Segundo a historiadora e pesquisadora da Comissão Nacional da Verdade, Joana Monteleone,


Rubem Fonseca foi um dos principais elos entre empresários, militares e jornalistas. “Ele
coordenava uma assessoria de imprensa que pautava textos jornalísticos para desestabilizar o
governo. Esse material era fartamente reproduzido na mídia, como no Repórter Esso”.
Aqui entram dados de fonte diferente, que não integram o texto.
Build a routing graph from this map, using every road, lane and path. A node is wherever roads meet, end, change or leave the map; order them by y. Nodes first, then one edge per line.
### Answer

Tal material contribuiu para criar um clima de pânico na população conservadora diante de
uma suposta “ameaça comunista”. O IPÊS forneceu suporte ideológico à famigerada Marcha
da Família com Deus pela Liberdade, em 19 de março de 1964, que desencadeou
definitivamente a queda de Jango.
A contribuição do IPÊS foi além do golpe: o conjunto documental reunido em pesquisas do
instituto serviu de base de informações para o SNI, o temido Serviço Nacional de Informação
do regime militar. “O IPÊS documentou, por exemplo, quem eram os personagens de
esquerda, como Paulo Freire”, diz Gabriel Monteiro.
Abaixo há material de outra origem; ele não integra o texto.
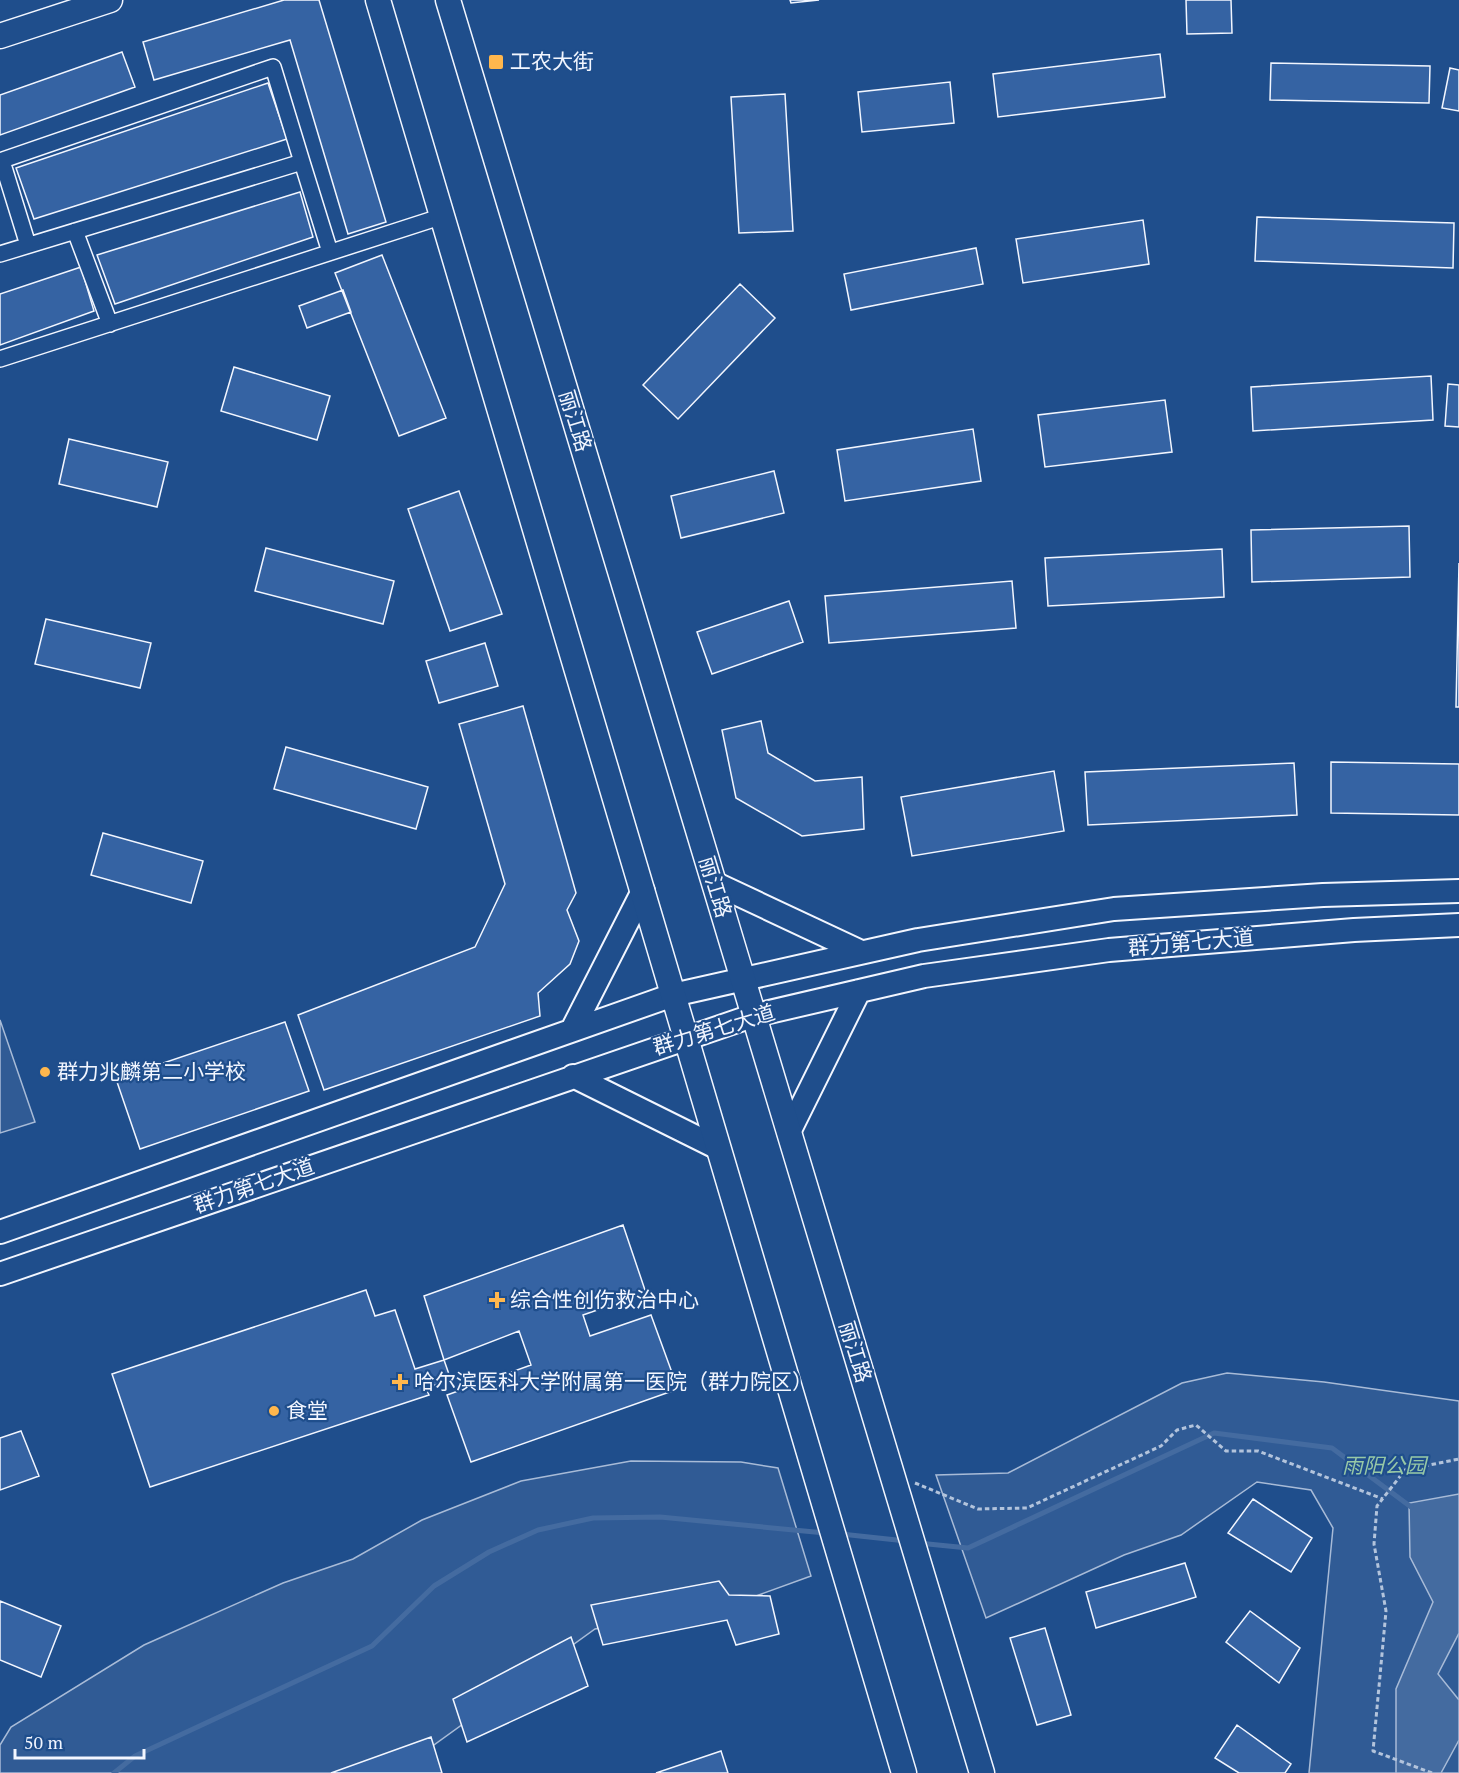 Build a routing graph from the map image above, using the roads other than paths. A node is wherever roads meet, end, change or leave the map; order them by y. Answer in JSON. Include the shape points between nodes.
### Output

Admirado por Golbery, o futuro escritor foi favorecido diretamente pelo IPÊS. Por meio de
suas reuniões, Fonseca conheceu seu primeiro editor, o integralista Gumercindo Rocha Dorea,
diretor da Editora GRD, que publicou – assim como fizera com Piñon – seus dois primeiros
livros: Os Prisioneiros (1963) e Coleira de Cão (1965).

Já como celebrado -- e recluso – escritor, Rubem Fonseca jamais assumiu sua figura de
militante de direita. Numa rara entrevista ao Fantástico, em 2001, o autor dizia não se lembrar
de ter redigido roteiros, mas admitia ter participado do instituto até março de 1964, quando,
por discordância, deixara o cargo.

“Ele atuou no IPÊS até o final, em 1972”, afirma Joana. “O instituto acabou por problemas
financeiros e brigas internas. Mas o motivo do fim foi por terem atingido seus objetivos, com o
golpe”, conclui.

No ano seguinte ao fim do IPÊS, Fonseca publicou seu primeiro romance, O Caso Morel. Em
1975, seu livro de contos Feliz Ano Novo foi proibido pela censura do regime militar, por conter
“excesso de palavrões” e “matéria contrária aos bons costumes”. Curiosamente, várias de suas
obras foram censuradas recentemente em Rondônia, num momento em que o atual governo
federal é, ironicamente, tributário da ditadura.